Observateurs observés

Essai, art, photographie, sciences sociales, chanson, Gilles Bonnet, Éditions Universitaires de Dijon, Presses Universitaires de Provence, Jean-Pierre LongreGilles Bonnet, La photophonie au musée, Éditions Universitaires de Dijon, 2023

Pendant longtemps, il fut interdit de photographier les œuvres exposées dans les musées. Grand contraste avec ce qui se passe actuellement, le téléphone mobile, dans sa version photo (d’où le mot « photophonie » remplaçant celui de « photographie ») étant devenu, chez beaucoup de visiteurs, une sorte de prolongement, voire de suppléant du regard. Gilles Bonnet, qui pour l’occasion a dépassé les frontières de ses recherches littéraires, s’est fait savant et lucide observateur de « visiteurs-photographes, aux pratiques photophoniques aussi diverses que massives » – se faisant lui-même photographe de ces pratiques et de ces pratiquants. En cinquante textes, tous accompagnés d’un cliché, il analyse chaque type d’approche.

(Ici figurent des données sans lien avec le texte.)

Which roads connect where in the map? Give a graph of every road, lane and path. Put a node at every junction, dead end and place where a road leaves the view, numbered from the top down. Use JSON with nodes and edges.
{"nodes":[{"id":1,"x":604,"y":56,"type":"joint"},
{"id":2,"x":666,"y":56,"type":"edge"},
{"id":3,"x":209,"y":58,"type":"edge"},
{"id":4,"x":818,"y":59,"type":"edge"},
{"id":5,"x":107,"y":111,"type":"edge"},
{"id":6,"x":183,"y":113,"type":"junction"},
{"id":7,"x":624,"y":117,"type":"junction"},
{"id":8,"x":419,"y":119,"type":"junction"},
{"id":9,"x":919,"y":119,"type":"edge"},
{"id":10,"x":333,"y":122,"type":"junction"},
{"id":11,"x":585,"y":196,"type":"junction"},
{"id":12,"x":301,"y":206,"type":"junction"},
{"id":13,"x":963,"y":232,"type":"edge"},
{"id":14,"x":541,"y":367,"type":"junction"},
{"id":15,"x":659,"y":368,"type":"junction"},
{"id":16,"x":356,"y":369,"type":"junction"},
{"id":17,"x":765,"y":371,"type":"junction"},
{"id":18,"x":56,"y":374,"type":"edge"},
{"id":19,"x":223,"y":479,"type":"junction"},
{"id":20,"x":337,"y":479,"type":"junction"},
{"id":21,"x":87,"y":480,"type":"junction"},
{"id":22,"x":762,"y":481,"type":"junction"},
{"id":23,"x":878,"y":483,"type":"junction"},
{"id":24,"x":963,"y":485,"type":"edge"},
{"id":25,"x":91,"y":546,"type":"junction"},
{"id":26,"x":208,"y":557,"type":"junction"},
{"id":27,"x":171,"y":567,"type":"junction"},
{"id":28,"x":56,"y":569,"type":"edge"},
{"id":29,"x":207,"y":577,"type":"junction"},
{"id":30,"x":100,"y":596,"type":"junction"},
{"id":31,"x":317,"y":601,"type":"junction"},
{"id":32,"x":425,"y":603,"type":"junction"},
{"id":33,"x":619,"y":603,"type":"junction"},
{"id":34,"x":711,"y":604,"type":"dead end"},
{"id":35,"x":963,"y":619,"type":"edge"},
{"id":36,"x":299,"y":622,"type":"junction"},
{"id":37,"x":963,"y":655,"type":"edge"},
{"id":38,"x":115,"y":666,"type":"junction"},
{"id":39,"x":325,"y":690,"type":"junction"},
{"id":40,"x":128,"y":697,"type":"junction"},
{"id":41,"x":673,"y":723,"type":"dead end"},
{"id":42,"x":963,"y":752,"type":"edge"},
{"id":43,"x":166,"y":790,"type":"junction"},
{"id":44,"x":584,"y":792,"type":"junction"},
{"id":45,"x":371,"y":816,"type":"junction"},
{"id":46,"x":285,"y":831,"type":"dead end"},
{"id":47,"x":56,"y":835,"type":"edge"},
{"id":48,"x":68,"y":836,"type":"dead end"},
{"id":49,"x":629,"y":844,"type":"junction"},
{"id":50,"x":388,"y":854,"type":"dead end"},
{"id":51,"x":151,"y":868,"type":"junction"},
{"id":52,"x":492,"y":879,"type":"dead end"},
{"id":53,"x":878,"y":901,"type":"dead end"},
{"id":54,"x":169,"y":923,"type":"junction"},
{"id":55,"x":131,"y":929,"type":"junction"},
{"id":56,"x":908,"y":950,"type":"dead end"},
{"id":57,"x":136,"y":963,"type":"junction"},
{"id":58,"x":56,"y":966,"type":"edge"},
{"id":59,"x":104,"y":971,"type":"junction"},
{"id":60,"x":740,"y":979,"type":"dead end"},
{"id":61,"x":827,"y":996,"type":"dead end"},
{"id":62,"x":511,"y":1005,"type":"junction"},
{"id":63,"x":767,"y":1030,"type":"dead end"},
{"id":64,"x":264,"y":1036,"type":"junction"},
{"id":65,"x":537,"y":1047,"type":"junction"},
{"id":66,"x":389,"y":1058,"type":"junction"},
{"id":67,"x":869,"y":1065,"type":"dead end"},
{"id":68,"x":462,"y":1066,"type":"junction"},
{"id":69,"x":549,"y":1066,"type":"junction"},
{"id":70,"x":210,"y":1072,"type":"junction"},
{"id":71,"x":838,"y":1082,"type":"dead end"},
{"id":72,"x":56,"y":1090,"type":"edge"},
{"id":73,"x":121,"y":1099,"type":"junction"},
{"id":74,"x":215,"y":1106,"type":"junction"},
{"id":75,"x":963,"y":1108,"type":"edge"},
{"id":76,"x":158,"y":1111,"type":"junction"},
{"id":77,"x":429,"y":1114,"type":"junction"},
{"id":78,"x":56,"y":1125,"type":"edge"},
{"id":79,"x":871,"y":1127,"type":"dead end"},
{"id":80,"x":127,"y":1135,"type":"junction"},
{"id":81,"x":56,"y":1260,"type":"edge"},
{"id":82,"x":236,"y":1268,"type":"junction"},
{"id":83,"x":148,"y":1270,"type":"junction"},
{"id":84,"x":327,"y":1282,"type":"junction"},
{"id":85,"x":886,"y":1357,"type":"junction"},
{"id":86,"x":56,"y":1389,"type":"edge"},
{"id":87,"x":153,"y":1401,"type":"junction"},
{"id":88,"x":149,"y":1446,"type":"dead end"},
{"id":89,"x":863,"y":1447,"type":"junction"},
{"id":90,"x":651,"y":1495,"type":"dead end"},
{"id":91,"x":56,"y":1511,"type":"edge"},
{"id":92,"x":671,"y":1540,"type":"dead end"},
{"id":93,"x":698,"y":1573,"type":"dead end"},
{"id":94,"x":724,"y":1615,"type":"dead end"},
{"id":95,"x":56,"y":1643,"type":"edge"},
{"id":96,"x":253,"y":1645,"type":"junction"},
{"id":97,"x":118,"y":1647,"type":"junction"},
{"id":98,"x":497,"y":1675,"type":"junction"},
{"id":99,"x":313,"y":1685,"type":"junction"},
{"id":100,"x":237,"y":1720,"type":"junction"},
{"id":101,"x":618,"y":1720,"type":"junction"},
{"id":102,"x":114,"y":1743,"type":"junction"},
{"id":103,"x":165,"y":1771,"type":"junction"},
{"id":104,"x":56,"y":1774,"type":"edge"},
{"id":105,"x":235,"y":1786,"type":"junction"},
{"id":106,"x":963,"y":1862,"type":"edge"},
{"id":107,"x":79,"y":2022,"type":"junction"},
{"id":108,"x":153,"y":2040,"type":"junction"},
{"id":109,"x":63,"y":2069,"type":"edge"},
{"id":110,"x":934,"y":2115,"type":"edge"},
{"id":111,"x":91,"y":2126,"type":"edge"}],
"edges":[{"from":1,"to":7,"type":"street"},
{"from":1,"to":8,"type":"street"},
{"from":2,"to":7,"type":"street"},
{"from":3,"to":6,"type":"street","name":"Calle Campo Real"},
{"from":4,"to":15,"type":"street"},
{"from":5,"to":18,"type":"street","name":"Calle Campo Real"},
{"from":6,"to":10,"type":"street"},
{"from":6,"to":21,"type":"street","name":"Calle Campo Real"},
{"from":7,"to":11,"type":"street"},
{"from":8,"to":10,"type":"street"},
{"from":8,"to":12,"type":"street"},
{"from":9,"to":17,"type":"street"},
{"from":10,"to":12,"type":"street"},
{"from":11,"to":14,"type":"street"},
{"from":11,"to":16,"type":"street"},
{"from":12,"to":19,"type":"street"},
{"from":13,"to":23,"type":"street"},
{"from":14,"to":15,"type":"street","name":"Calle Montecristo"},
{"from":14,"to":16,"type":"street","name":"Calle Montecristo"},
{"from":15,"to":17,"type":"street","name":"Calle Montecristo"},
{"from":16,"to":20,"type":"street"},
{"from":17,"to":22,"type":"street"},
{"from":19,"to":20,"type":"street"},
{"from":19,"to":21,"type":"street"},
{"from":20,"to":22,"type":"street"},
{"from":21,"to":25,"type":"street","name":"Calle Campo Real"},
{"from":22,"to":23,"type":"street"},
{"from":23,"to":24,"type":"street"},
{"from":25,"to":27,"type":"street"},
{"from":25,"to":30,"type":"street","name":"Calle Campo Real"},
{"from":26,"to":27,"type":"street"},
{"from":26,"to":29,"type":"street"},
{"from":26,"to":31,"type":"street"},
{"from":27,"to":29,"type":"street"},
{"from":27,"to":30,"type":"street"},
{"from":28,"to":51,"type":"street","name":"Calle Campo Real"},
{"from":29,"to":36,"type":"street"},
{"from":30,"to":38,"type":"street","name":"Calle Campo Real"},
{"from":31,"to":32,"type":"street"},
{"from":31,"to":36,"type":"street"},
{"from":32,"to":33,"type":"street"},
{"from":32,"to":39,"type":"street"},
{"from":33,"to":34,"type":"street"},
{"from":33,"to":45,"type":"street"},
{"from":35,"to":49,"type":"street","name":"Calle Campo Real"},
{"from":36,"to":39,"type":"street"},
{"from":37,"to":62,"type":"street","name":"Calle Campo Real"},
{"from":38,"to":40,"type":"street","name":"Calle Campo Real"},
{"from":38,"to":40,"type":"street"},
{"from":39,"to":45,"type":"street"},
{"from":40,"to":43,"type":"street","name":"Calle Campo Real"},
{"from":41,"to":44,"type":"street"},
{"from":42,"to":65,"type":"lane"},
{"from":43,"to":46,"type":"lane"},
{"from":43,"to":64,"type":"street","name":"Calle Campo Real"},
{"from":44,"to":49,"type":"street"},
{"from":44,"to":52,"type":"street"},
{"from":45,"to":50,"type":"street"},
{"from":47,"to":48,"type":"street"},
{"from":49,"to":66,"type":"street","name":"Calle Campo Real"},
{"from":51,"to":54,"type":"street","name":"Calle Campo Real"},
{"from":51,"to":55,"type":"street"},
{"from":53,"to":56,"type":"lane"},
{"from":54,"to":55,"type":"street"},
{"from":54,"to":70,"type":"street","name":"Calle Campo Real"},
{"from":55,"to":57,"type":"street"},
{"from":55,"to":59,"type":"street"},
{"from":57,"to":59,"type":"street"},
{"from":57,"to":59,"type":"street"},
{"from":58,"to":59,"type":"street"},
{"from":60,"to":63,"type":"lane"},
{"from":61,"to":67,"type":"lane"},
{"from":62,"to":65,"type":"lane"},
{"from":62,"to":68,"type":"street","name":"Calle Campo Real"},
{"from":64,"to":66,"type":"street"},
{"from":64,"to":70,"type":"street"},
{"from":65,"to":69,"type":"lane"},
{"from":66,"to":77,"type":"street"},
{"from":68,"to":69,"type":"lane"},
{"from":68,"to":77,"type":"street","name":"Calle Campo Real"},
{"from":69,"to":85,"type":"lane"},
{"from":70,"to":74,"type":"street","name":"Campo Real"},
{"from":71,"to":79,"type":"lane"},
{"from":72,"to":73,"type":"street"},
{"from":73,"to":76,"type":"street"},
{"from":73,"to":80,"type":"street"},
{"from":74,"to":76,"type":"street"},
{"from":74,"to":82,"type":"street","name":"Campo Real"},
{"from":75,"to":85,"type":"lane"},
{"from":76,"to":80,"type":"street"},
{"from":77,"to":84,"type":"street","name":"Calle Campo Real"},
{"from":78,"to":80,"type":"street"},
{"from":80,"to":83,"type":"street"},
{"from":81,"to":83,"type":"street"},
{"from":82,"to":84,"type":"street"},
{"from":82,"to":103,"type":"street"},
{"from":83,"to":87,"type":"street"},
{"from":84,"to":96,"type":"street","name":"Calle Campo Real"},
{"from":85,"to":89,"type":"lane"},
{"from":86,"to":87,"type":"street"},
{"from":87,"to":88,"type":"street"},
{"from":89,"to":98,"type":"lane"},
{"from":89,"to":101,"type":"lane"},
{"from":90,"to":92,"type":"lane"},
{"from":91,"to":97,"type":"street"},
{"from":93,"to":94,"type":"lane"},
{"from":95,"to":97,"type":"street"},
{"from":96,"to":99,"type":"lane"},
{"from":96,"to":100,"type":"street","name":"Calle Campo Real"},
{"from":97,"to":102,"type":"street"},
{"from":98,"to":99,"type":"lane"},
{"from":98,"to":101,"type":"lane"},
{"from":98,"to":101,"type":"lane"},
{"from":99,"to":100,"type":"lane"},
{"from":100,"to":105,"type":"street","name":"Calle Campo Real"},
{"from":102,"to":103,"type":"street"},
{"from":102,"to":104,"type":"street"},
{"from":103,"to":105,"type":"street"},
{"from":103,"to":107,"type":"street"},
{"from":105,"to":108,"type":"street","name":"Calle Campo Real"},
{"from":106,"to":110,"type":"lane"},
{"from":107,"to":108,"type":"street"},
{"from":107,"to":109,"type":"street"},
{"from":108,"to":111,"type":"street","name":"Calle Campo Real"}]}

Ce qui ressort de ces commentaires illustrés, détaillés, érudits, richement documentés (voir l’abondante bibliographie finale), c’est principalement la double idée d’appropriation à caractère autobiographique et de partage social : « La photophonie, au musée comme ailleurs, on le sait bien, instaure une séquence de gestes successifs, dont le principal est probablement le partage. Le cliché est souvent pris et pensé, dès le départ, comme devant être envoyé aux « amis » des applis et à leur communauté. » Ce cliché, qui plus est, peut être retouché, recadré, transformé : « Transgression tactile : pouvoir manipuler ce qui, parce qu’œuvre, est devenu irrémédiablement intouchable. »

Les analyses ne reculent pas devant la complexité des processus enclenchés par l’usage muséal du smartphone, instrument de communication et de fixation, instrument à la fois personnel et collectif, « qui nous donne à voir, littéralement et dans tous les sens, selon que le pronom « nous » se fait COI ou COD : accès à l’infini des connaissances comme à la diversité des communautés en même temps qu’aspirateur à données personnelles capable de tracer la moindre de nos activités. » L’auteur se fait volontiers sociologue, au plus près des individus et des groupes qu’il donne à voir, eux-mêmes en train de voir. Il y a un « consensus social » dans cette activité qui réunit bourgeoisie et classes populaires via l’instrument utilisé. Et ce constat d’apparente « symétrie des classes » n’entraîne aucune critique, au contraire, de l’attirance « touristique » pour les « tableaux-stars » que, malgré la « reconnaissance du déjà vu », chacun veut et peut s’approprier. Un peu d’humour, dans ce contexte, se glisse entre clichés et textes, par exemple lorsque des mains que l’on croirait sculptées par Rodin se referment sur un smartphone, ou lorsqu’on voir un corps se plier à de drôles de mouvements voulus par la prise d’une vidéo…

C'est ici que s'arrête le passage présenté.